Gonbad Kavus, IRNA – The forests in Golestan Province, northeastern Iran, are threatened with overharvesting, land-use change and prevalence of pests and plant diseases, despite being millions of years old.

Forests are defined by the United Nations to be rendering 33 services to the life on earth, including oxygen production, carbon sequestration, climate balancing, and increasing the earth’s thermal capacity so that the difference between day and night temperatures.

The forests in northern Iran were measured to span 18 million hectares in the 1950s, but it had deceased to 12 million hectares as latest surveys show, proving a 6-hectare deforestation during six decades.

Iran’s northern forests are located between the Caspian Sea and Alborz mountain range, covering the northern skirts the mountains. The geolocation has allowed for good precipitation.

However, Golestan Province forests which are located in the proximity of central Iran’s deserts have proven to be fragile and more susceptible to deforestation.

Golestan forests consist of two areas, namely Hyrcanian and Iran-Tourani. The Hyrcanian forests of Golestan Province have embraced 115 tree species, while the Iran-Tourani part has 1,452 species, as said by Alireza Arab, a professor at Gorgan University of Agricultural Sciences and Natural Resources.

Arab said that Golestan forests have different species than what is seen in the areas closer to the Caspian Sea because the moisture decreases as the forests go further than the sea.

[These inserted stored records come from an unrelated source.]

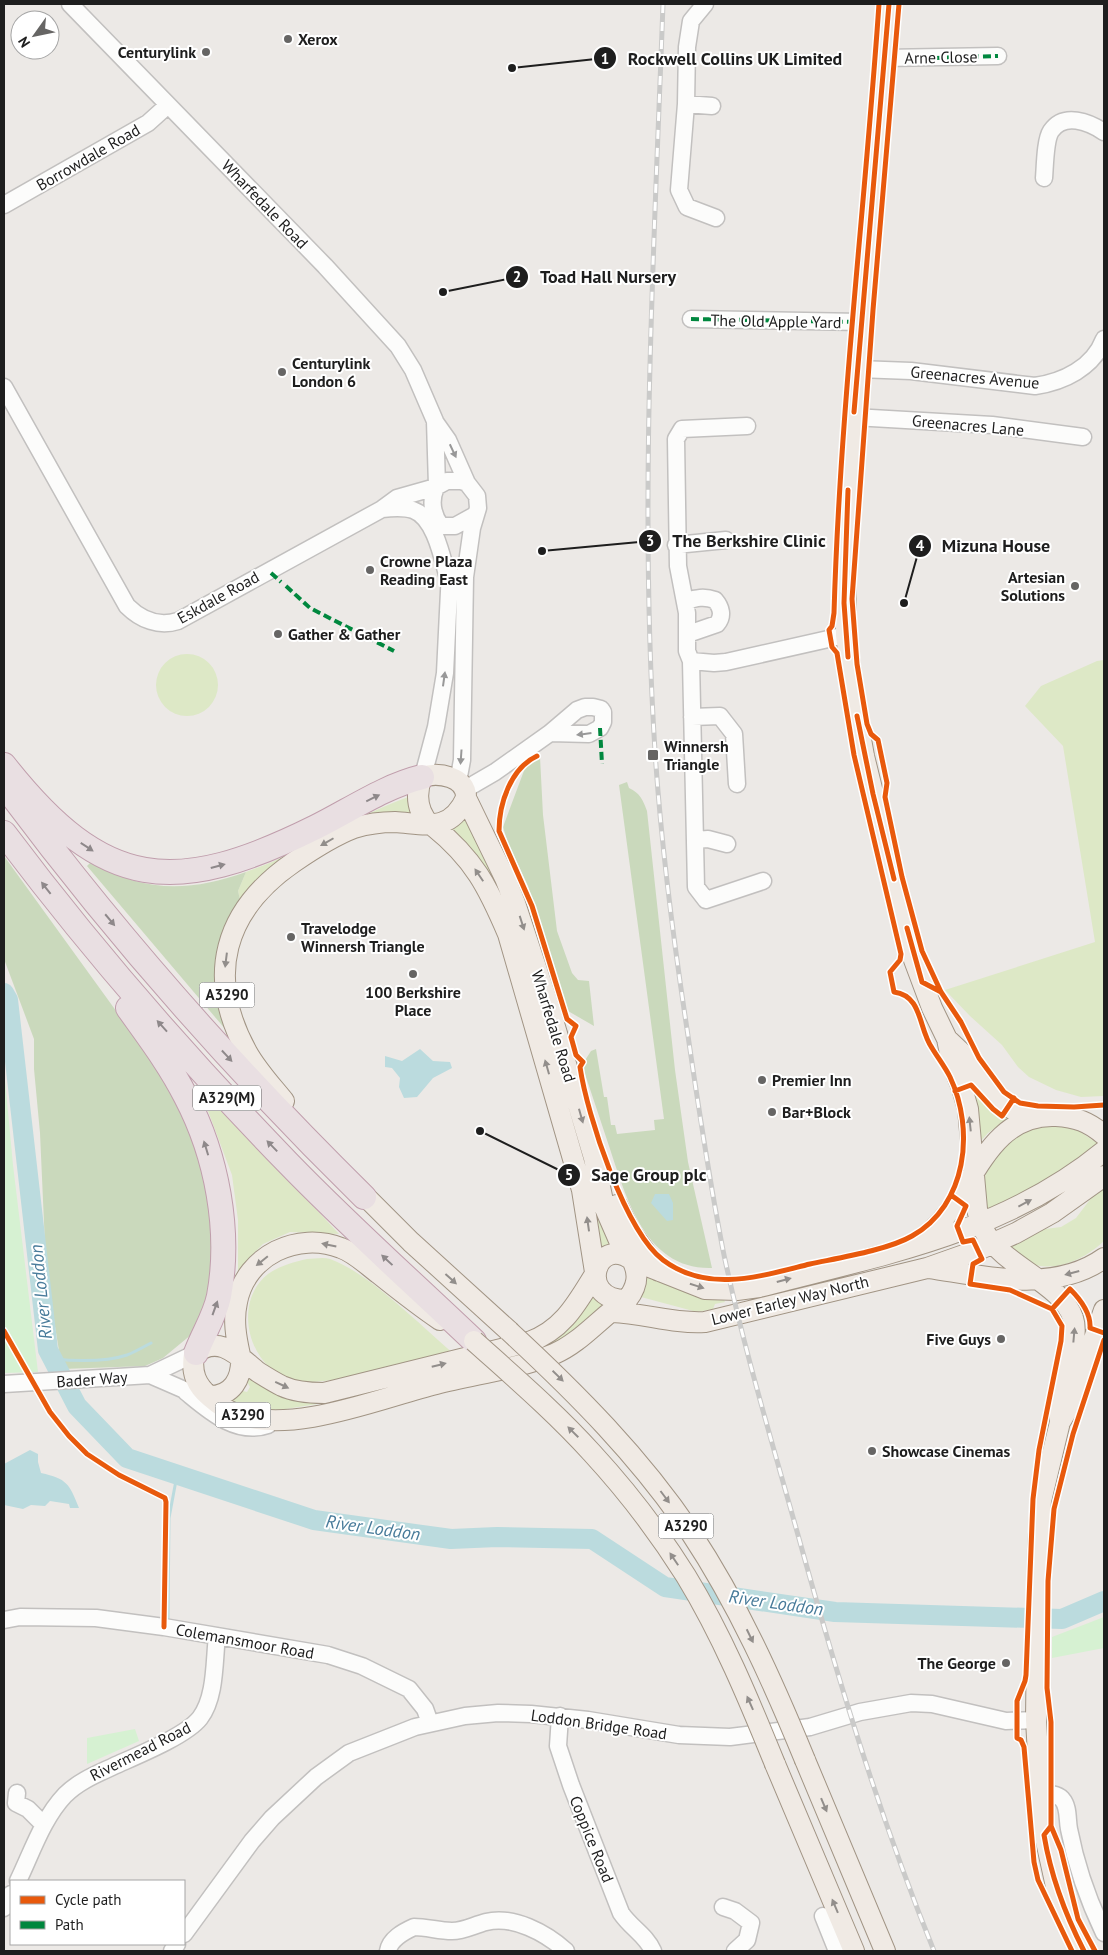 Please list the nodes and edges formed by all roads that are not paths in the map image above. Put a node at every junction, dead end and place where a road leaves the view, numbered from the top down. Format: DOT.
graph roads {
  1 [pos="70,4"];
  2 [pos="705,4"];
  3 [pos="889,4"];
  4 [pos="998,56"];
  5 [pos="884,58"];
  6 [pos="686,104"];
  7 [pos="168,105"];
  8 [pos="712,106"];
  9 [pos="1104,132"];
  10 [pos="1044,178"];
  11 [pos="4,205"];
  12 [pos="716,218"];
  13 [pos="691,319"];
  14 [pos="862,322"];
  15 [pos="1104,339"];
  16 [pos="858,369"];
  17 [pos="4,387"];
  18 [pos="854,417"];
  19 [pos="435,421"];
  20 [pos="747,426"];
  21 [pos="1083,437"];
  22 [pos="467,482"];
  23 [pos="437,487"];
  24 [pos="382,509"];
  25 [pos="475,515"];
  26 [pos="436,524"];
  27 [pos="726,540"];
  28 [pos="676,545"];
  29 [pos="686,601"];
  30 [pos="688,634"];
  31 [pos="846,635"];
  32 [pos="692,661"];
  33 [pos="692,716"];
  34 [pos="550,733"];
  35 [pos="4,765"];
  36 [pos="422,777"];
  37 [pos="737,784"];
  38 [pos="4,785"];
  39 [pos="462,790"];
  40 [pos="432,825"];
  41 [pos="4,833"];
  42 [pos="695,840"];
  43 [pos="726,844"];
  44 [pos="763,881"];
  45 [pos="63,910"];
  46 [pos="947,1039"];
  47 [pos="1104,1114"];
  48 [pos="1040,1117"];
  49 [pos="1076,1118"];
  50 [pos="1104,1135"];
  51 [pos="1104,1151"];
  52 [pos="594,1158"];
  53 [pos="974,1173"];
  54 [pos="1104,1176"];
  55 [pos="364,1197"];
  56 [pos="981,1223"];
  57 [pos="993,1244"];
  58 [pos="904,1249"];
  59 [pos="1104,1258"];
  60 [pos="631,1259"];
  61 [pos="927,1268"];
  62 [pos="659,1271"];
  63 [pos="595,1273"];
  64 [pos="1036,1279"];
  65 [pos="622,1304"];
  66 [pos="1104,1310"];
  67 [pos="474,1341"];
  68 [pos="195,1353"];
  69 [pos="241,1356"];
  70 [pos="150,1375"];
  71 [pos="4,1384"];
  72 [pos="186,1392"];
  73 [pos="209,1396"];
  74 [pos="282,1420"];
  75 [pos="1060,1422"];
  76 [pos="4,1620"];
  77 [pos="218,1636"];
  78 [pos="560,1716"];
  79 [pos="1036,1720"];
  80 [pos="430,1723"];
  81 [pos="1040,1794"];
  82 [pos="13,1802"];
  83 [pos="44,1825"];
  84 [pos="18,1880"];
  85 [pos="10,1896"];
  86 [pos="723,1907"];
  87 [pos="4,1908"];
  88 [pos="823,1916"];
  89 [pos="1104,1932"];
  90 [pos="185,1933"];
  91 [pos="388,1951"];
  92 [pos="566,1951"];
  93 [pos="653,1951"];
  94 [pos="735,1951"];
  95 [pos="837,1951"];
  96 [pos="854,1951"];
  97 [pos="886,1951"];
  98 [pos="1084,1951"];
  1 -- 7 [label="street, Wharfedale Road"];
  2 -- 6 [label="street"];
  3 -- 5 [label="main road"];
  4 -- 5 [label="street, Arne Close"];
  5 -- 14 [label="main road"];
  6 -- 8 [label="street"];
  6 -- 12 [label="street"];
  7 -- 11 [label="street, Borrowdale Road"];
  7 -- 19 [label="street, Wharfedale Road"];
  9 -- 10 [label="street"];
  13 -- 14 [label="street, The Old Apple Yard"];
  14 -- 16 [label="main road"];
  15 -- 16 [label="street, Greenacres Avenue"];
  16 -- 18 [label="main road"];
  17 -- 24 [label="street, Eskdale Road"];
  18 -- 21 [label="street, Greenacres Lane"];
  18 -- 31 [label="main road"];
  19 -- 22 [label="street, Wharfedale Road, one-way"];
  19 -- 23 [label="street, Wharfedale Road"];
  20 -- 28 [label="street"];
  22 -- 23 [label="street"];
  22 -- 25 [label="street"];
  23 -- 24 [label="street"];
  23 -- 26 [label="street"];
  24 -- 26 [label="street, Eskdale Road"];
  25 -- 26 [label="street"];
  25 -- 39 [label="street, one-way"];
  36 -- 26 [label="street, one-way"];
  27 -- 28 [label="street"];
  28 -- 29 [label="street"];
  29 -- 30 [label="street"];
  29 -- 30 [label="street"];
  30 -- 32 [label="street"];
  31 -- 32 [label="street"];
  31 -- 46 [label="main road"];
  32 -- 33 [label="street"];
  33 -- 37 [label="street"];
  33 -- 42 [label="street"];
  34 -- 39 [label="street"];
  35 -- 36 [label="highway, one-way"];
  36 -- 39 [label="main road"];
  36 -- 40 [label="main road"];
  38 -- 55 [label="highway, A329(M), one-way"];
  39 -- 40 [label="main road"];
  39 -- 52 [label="main road, Wharfedale Road, one-way"];
  40 -- 55 [label="main road, A3290, one-way"];
  63 -- 40 [label="main road, Wharfedale Road, one-way"];
  45 -- 41 [label="highway, A329(M), one-way"];
  42 -- 43 [label="street"];
  42 -- 44 [label="street"];
  67 -- 45 [label="highway, A329(M), one-way"];
  68 -- 45 [label="highway, A329(M), one-way"];
  46 -- 48 [label="main road"];
  53 -- 46 [label="main road, one-way"];
  47 -- 49 [label="main road"];
  48 -- 49 [label="main road"];
  48 -- 53 [label="main road, Lower Earley Way North"];
  49 -- 50 [label="main road"];
  56 -- 51 [label="main road, Lower Earley Way North, one-way"];
  52 -- 60 [label="main road, Wharfedale Road"];
  52 -- 62 [label="main road"];
  53 -- 56 [label="main road"];
  53 -- 58 [label="main road, Lower Earley Way North"];
  54 -- 57 [label="main road, Lower Earley Way North"];
  55 -- 97 [label="main road, A3290, one-way, bridge"];
  56 -- 57 [label="main road"];
  56 -- 58 [label="main road, Lower Earley Way North"];
  57 -- 61 [label="main road, Lower Earley Way North"];
  57 -- 64 [label="main road"];
  62 -- 58 [label="main road, Lower Earley Way North, one-way"];
  59 -- 64 [label="main road, Lower Earley Way North, one-way"];
  60 -- 62 [label="main road, Lower Earley Way North"];
  60 -- 63 [label="main road"];
  60 -- 65 [label="main road"];
  61 -- 64 [label="main road, Lower Earley Way North"];
  61 -- 65 [label="main road, Lower Earley Way North"];
  63 -- 65 [label="main road"];
  69 -- 63 [label="main road, A3290, one-way"];
  75 -- 64 [label="main road, one-way"];
  65 -- 74 [label="main road, A3290"];
  66 -- 75 [label="main road"];
  67 -- 69 [label="main road, A3290, one-way"];
  96 -- 67 [label="main road, A3290, one-way, bridge"];
  68 -- 69 [label="main road"];
  68 -- 70 [label="street, Bader Way"];
  68 -- 73 [label="main road"];
  69 -- 73 [label="main road"];
  70 -- 71 [label="street, Bader Way"];
  70 -- 72 [label="street, Bader Way"];
  72 -- 73 [label="street, Bader Way"];
  72 -- 74 [label="street"];
  73 -- 74 [label="main road, A3290"];
  75 -- 79 [label="main road"];
  76 -- 77 [label="street, Colemansmoor Road"];
  77 -- 80 [label="street, Colemansmoor Road"];
  77 -- 83 [label="street, Rivermead Road"];
  78 -- 79 [label="street, Loddon Bridge Road"];
  78 -- 80 [label="street, Loddon Bridge Road"];
  78 -- 93 [label="street, Coppice Road"];
  79 -- 81 [label="main road"];
  80 -- 90 [label="street, Loddon Bridge Road"];
  81 -- 89 [label="street"];
  81 -- 98 [label="main road"];
  82 -- 83 [label="street"];
  83 -- 84 [label="street, Rivermead Road"];
  85 -- 87 [label="street"];
  86 -- 94 [label="street"];
  88 -- 95 [label="street"];
  91 -- 92 [label="street"];
}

Mahmoud Vaez Mousavi, also a professor at Gorgan University of Agricultural Sciences and Natural Resources, told IRNA correspondent that three trees in these forests are categorized as threatened species.

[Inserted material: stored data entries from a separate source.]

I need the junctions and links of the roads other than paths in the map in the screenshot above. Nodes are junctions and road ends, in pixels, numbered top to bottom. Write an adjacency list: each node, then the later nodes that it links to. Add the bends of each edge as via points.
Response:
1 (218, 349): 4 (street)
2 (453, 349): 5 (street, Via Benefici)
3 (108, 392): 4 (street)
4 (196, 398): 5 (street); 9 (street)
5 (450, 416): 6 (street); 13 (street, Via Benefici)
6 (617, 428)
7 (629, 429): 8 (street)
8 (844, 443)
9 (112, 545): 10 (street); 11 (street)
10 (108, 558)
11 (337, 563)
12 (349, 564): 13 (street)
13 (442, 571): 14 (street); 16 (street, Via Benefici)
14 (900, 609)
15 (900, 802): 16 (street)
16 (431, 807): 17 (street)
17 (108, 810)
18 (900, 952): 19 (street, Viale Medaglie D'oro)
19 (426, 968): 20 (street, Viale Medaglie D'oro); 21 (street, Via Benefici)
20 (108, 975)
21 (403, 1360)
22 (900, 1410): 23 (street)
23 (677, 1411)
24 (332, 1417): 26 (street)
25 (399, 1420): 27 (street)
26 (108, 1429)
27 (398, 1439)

European yew (Taxus Baccata), Buxus, and Ulmus Glabra are the three threatened species that need serious determination of the relevant governmental bodies, according to Mousavi.

Mousavi also said that some plant species are exclusively peculiar to Iran’s northern forests and aren’t witness any other place on the earth.

The Persian ironwood, as said by Mousavi, are live fossils because they have been observed in some other regions of the world only as fossils buried deep underground, but they live on earth here in northern Iran.

The professor mentioned climate change, wildfire, illegal harvest, prevalence of pests and disease, irresponsible tourism and land-use change as the problems that challenge Hyrcanian forests’ survival.